* _What the exercise asks_: Copy all the entries below exactly, but not the pictures.

#####

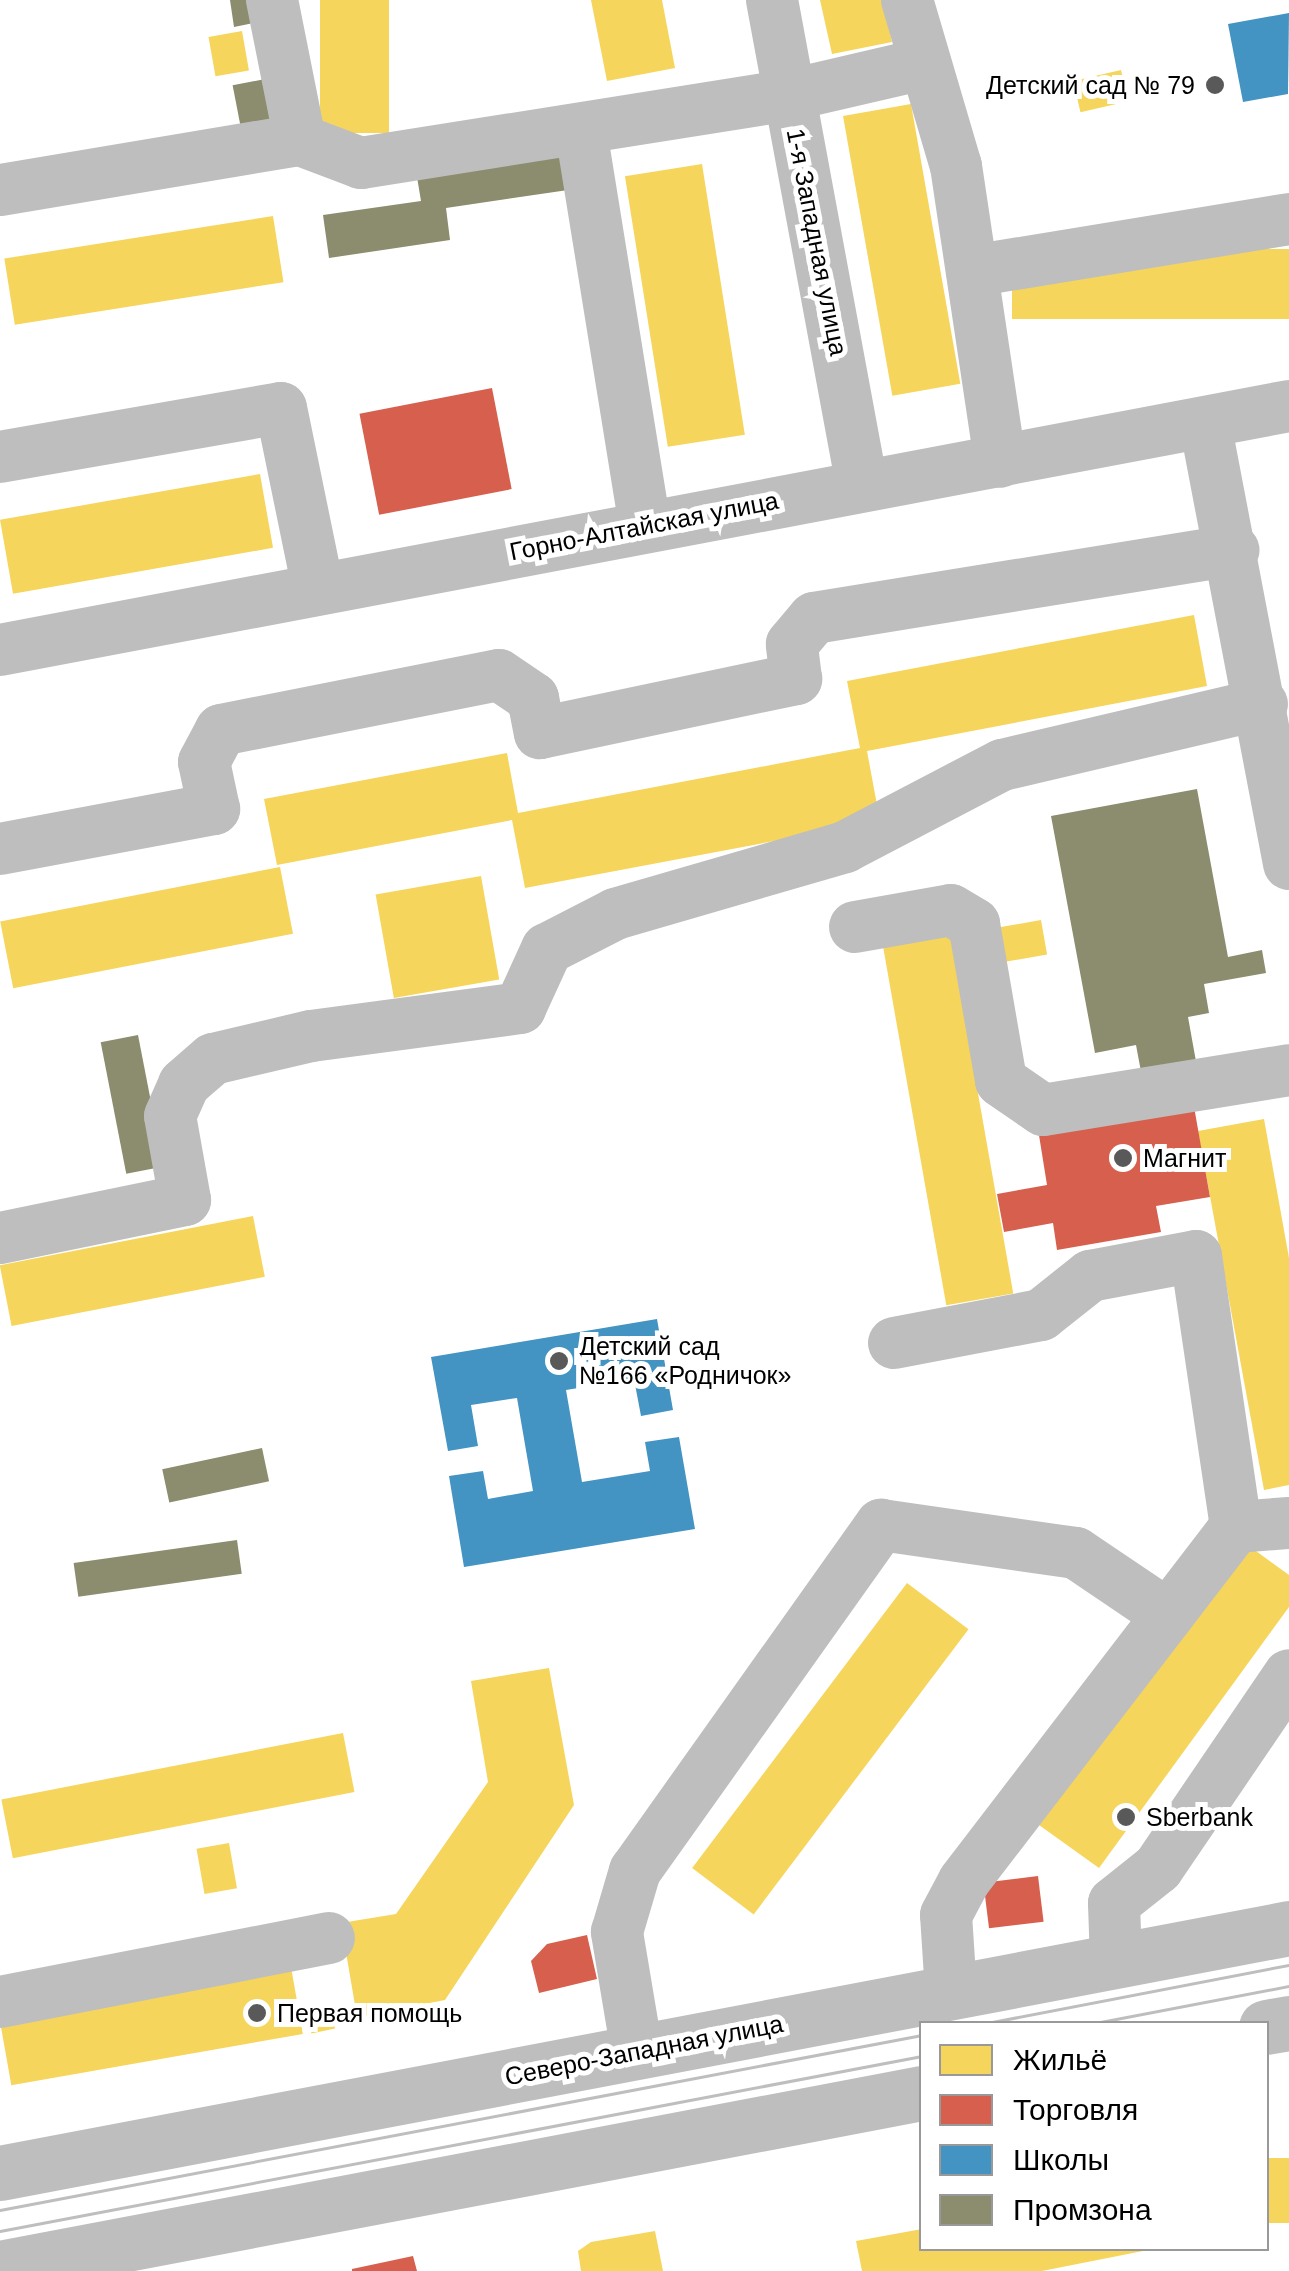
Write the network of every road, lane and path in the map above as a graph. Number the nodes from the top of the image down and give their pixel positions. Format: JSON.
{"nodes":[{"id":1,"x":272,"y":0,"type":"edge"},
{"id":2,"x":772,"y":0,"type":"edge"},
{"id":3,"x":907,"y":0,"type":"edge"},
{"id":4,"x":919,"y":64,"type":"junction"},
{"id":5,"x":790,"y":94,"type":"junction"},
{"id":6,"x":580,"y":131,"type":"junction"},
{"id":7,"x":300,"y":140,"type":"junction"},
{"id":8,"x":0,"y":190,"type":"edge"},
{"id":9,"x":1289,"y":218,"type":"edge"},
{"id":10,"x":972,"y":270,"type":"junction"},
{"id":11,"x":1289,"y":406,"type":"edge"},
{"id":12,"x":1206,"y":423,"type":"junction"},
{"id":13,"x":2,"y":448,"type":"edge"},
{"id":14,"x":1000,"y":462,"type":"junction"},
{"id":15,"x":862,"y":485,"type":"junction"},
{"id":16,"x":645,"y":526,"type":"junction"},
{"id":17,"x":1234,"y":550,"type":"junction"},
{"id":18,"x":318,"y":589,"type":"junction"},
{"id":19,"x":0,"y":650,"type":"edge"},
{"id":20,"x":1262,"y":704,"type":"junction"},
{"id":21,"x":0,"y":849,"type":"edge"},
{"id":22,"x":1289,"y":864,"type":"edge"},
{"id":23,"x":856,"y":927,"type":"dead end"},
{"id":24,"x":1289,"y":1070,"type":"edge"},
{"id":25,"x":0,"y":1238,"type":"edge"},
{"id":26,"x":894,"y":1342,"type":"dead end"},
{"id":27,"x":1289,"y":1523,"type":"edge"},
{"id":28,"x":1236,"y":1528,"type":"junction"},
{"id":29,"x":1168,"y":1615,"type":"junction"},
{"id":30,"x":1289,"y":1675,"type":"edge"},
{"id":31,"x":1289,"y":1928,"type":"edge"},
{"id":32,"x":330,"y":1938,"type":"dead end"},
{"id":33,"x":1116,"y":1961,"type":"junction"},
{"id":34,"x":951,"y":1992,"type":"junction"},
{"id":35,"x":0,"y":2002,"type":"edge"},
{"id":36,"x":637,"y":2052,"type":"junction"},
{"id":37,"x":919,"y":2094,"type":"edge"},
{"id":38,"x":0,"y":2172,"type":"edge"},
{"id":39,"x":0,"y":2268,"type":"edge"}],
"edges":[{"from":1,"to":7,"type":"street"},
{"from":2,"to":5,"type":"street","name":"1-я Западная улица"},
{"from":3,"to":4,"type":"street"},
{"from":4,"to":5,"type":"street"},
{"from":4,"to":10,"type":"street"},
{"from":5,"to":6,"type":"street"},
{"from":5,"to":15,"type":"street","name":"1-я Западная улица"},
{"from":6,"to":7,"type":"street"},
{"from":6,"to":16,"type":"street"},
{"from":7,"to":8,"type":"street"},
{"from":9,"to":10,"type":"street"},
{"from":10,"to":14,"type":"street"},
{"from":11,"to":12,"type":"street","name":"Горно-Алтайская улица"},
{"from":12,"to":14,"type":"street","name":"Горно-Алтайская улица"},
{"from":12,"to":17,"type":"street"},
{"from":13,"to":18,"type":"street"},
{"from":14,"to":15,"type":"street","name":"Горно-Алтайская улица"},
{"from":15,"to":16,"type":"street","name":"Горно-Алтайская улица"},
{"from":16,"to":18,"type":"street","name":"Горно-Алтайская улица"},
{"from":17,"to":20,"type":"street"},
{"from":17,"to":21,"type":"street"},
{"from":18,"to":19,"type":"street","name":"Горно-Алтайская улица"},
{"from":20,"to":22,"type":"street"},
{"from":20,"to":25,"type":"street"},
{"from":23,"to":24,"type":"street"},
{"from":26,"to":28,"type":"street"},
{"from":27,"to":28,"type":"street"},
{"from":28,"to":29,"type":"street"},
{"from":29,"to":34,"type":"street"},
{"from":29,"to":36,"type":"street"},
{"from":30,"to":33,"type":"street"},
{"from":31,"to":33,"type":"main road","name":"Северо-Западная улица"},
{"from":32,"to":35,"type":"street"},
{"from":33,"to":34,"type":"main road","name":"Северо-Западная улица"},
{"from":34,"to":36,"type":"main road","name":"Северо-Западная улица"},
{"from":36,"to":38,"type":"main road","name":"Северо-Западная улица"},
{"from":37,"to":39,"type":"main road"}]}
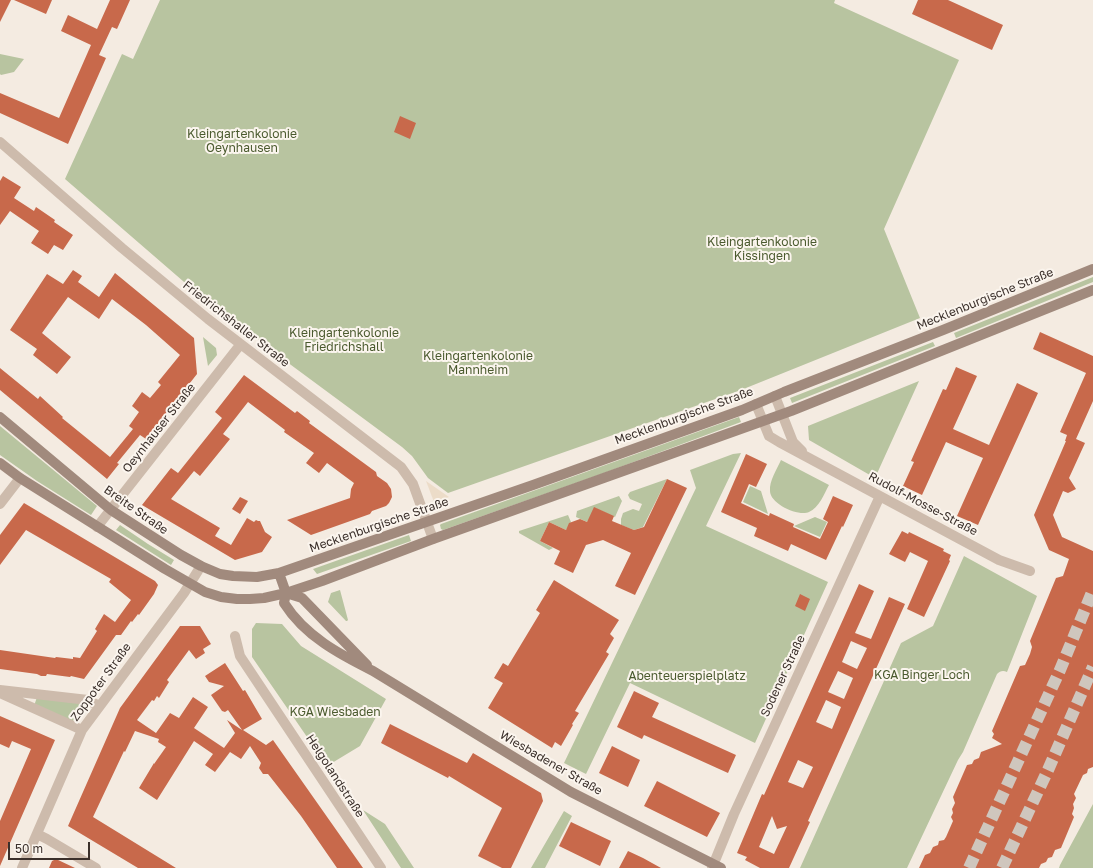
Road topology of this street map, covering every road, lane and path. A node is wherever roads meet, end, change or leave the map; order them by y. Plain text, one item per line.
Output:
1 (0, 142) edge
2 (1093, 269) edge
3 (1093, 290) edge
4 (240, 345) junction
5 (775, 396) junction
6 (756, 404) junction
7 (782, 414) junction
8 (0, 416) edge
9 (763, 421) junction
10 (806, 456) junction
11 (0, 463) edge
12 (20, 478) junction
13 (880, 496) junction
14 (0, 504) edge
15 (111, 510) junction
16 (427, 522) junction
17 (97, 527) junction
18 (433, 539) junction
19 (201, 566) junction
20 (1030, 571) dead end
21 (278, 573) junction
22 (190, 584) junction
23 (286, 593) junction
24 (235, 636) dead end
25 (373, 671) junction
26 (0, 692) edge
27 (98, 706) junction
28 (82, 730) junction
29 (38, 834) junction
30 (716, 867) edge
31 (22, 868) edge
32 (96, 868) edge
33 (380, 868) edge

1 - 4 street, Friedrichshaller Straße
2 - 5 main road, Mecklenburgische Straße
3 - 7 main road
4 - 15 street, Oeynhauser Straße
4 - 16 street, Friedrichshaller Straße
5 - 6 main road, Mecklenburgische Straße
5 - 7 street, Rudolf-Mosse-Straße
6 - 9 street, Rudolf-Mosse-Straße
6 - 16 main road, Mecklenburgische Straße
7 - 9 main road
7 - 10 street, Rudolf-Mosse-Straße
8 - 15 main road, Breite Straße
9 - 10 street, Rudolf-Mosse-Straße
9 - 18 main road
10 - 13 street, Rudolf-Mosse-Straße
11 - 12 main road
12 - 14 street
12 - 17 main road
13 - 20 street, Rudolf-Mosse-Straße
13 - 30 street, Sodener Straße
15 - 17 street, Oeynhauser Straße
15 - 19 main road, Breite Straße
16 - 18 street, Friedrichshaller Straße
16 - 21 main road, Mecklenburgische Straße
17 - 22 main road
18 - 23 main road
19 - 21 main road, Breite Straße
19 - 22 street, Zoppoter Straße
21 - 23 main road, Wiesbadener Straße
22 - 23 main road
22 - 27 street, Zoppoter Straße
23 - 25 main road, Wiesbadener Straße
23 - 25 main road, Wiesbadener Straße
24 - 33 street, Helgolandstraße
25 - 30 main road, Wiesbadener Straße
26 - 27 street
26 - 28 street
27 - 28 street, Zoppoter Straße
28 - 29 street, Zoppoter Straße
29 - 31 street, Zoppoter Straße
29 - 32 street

#####

* _Result_:
Write the network of every road, lane and path in the map above as a graph. Number the nodes from the top of the image down and give their pixel positions. Format: JSON.
{"nodes":[{"id":1,"x":272,"y":0,"type":"edge"},
{"id":2,"x":772,"y":0,"type":"edge"},
{"id":3,"x":907,"y":0,"type":"edge"},
{"id":4,"x":919,"y":64,"type":"junction"},
{"id":5,"x":790,"y":94,"type":"junction"},
{"id":6,"x":580,"y":131,"type":"junction"},
{"id":7,"x":300,"y":140,"type":"junction"},
{"id":8,"x":0,"y":190,"type":"edge"},
{"id":9,"x":1289,"y":218,"type":"edge"},
{"id":10,"x":972,"y":270,"type":"junction"},
{"id":11,"x":1289,"y":406,"type":"edge"},
{"id":12,"x":1206,"y":423,"type":"junction"},
{"id":13,"x":2,"y":448,"type":"edge"},
{"id":14,"x":1000,"y":462,"type":"junction"},
{"id":15,"x":862,"y":485,"type":"junction"},
{"id":16,"x":645,"y":526,"type":"junction"},
{"id":17,"x":1234,"y":550,"type":"junction"},
{"id":18,"x":318,"y":589,"type":"junction"},
{"id":19,"x":0,"y":650,"type":"edge"},
{"id":20,"x":1262,"y":704,"type":"junction"},
{"id":21,"x":0,"y":849,"type":"edge"},
{"id":22,"x":1289,"y":864,"type":"edge"},
{"id":23,"x":856,"y":927,"type":"dead end"},
{"id":24,"x":1289,"y":1070,"type":"edge"},
{"id":25,"x":0,"y":1238,"type":"edge"},
{"id":26,"x":894,"y":1342,"type":"dead end"},
{"id":27,"x":1289,"y":1523,"type":"edge"},
{"id":28,"x":1236,"y":1528,"type":"junction"},
{"id":29,"x":1168,"y":1615,"type":"junction"},
{"id":30,"x":1289,"y":1675,"type":"edge"},
{"id":31,"x":1289,"y":1928,"type":"edge"},
{"id":32,"x":330,"y":1938,"type":"dead end"},
{"id":33,"x":1116,"y":1961,"type":"junction"},
{"id":34,"x":951,"y":1992,"type":"junction"},
{"id":35,"x":0,"y":2002,"type":"edge"},
{"id":36,"x":637,"y":2052,"type":"junction"},
{"id":37,"x":919,"y":2094,"type":"edge"},
{"id":38,"x":0,"y":2172,"type":"edge"},
{"id":39,"x":0,"y":2268,"type":"edge"}],
"edges":[{"from":1,"to":7,"type":"street"},
{"from":2,"to":5,"type":"street","name":"1-я Западная улица"},
{"from":3,"to":4,"type":"street"},
{"from":4,"to":5,"type":"street"},
{"from":4,"to":10,"type":"street"},
{"from":5,"to":6,"type":"street"},
{"from":5,"to":15,"type":"street","name":"1-я Западная улица"},
{"from":6,"to":7,"type":"street"},
{"from":6,"to":16,"type":"street"},
{"from":7,"to":8,"type":"street"},
{"from":9,"to":10,"type":"street"},
{"from":10,"to":14,"type":"street"},
{"from":11,"to":12,"type":"street","name":"Горно-Алтайская улица"},
{"from":12,"to":14,"type":"street","name":"Горно-Алтайская улица"},
{"from":12,"to":17,"type":"street"},
{"from":13,"to":18,"type":"street"},
{"from":14,"to":15,"type":"street","name":"Горно-Алтайская улица"},
{"from":15,"to":16,"type":"street","name":"Горно-Алтайская улица"},
{"from":16,"to":18,"type":"street","name":"Горно-Алтайская улица"},
{"from":17,"to":20,"type":"street"},
{"from":17,"to":21,"type":"street"},
{"from":18,"to":19,"type":"street","name":"Горно-Алтайская улица"},
{"from":20,"to":22,"type":"street"},
{"from":20,"to":25,"type":"street"},
{"from":23,"to":24,"type":"street"},
{"from":26,"to":28,"type":"street"},
{"from":27,"to":28,"type":"street"},
{"from":28,"to":29,"type":"street"},
{"from":29,"to":34,"type":"street"},
{"from":29,"to":36,"type":"street"},
{"from":30,"to":33,"type":"street"},
{"from":31,"to":33,"type":"main road","name":"Северо-Западная улица"},
{"from":32,"to":35,"type":"street"},
{"from":33,"to":34,"type":"main road","name":"Северо-Западная улица"},
{"from":34,"to":36,"type":"main road","name":"Северо-Западная улица"},
{"from":36,"to":38,"type":"main road","name":"Северо-Западная улица"},
{"from":37,"to":39,"type":"main road"}]}
Road topology of this street map, covering every road, lane and path. A node is wherever roads meet, end, change or leave the map; order them by y. Plain text, one item per line.
Output:
1 (0, 142) edge
2 (1093, 269) edge
3 (1093, 290) edge
4 (240, 345) junction
5 (775, 396) junction
6 (756, 404) junction
7 (782, 414) junction
8 (0, 416) edge
9 (763, 421) junction
10 (806, 456) junction
11 (0, 463) edge
12 (20, 478) junction
13 (880, 496) junction
14 (0, 504) edge
15 (111, 510) junction
16 (427, 522) junction
17 (97, 527) junction
18 (433, 539) junction
19 (201, 566) junction
20 (1030, 571) dead end
21 (278, 573) junction
22 (190, 584) junction
23 (286, 593) junction
24 (235, 636) dead end
25 (373, 671) junction
26 (0, 692) edge
27 (98, 706) junction
28 (82, 730) junction
29 (38, 834) junction
30 (716, 867) edge
31 (22, 868) edge
32 (96, 868) edge
33 (380, 868) edge

1 - 4 street, Friedrichshaller Straße
2 - 5 main road, Mecklenburgische Straße
3 - 7 main road
4 - 15 street, Oeynhauser Straße
4 - 16 street, Friedrichshaller Straße
5 - 6 main road, Mecklenburgische Straße
5 - 7 street, Rudolf-Mosse-Straße
6 - 9 street, Rudolf-Mosse-Straße
6 - 16 main road, Mecklenburgische Straße
7 - 9 main road
7 - 10 street, Rudolf-Mosse-Straße
8 - 15 main road, Breite Straße
9 - 10 street, Rudolf-Mosse-Straße
9 - 18 main road
10 - 13 street, Rudolf-Mosse-Straße
11 - 12 main road
12 - 14 street
12 - 17 main road
13 - 20 street, Rudolf-Mosse-Straße
13 - 30 street, Sodener Straße
15 - 17 street, Oeynhauser Straße
15 - 19 main road, Breite Straße
16 - 18 street, Friedrichshaller Straße
16 - 21 main road, Mecklenburgische Straße
17 - 22 main road
18 - 23 main road
19 - 21 main road, Breite Straße
19 - 22 street, Zoppoter Straße
21 - 23 main road, Wiesbadener Straße
22 - 23 main road
22 - 27 street, Zoppoter Straße
23 - 25 main road, Wiesbadener Straße
23 - 25 main road, Wiesbadener Straße
24 - 33 street, Helgolandstraße
25 - 30 main road, Wiesbadener Straße
26 - 27 street
26 - 28 street
27 - 28 street, Zoppoter Straße
28 - 29 street, Zoppoter Straße
29 - 31 street, Zoppoter Straße
29 - 32 street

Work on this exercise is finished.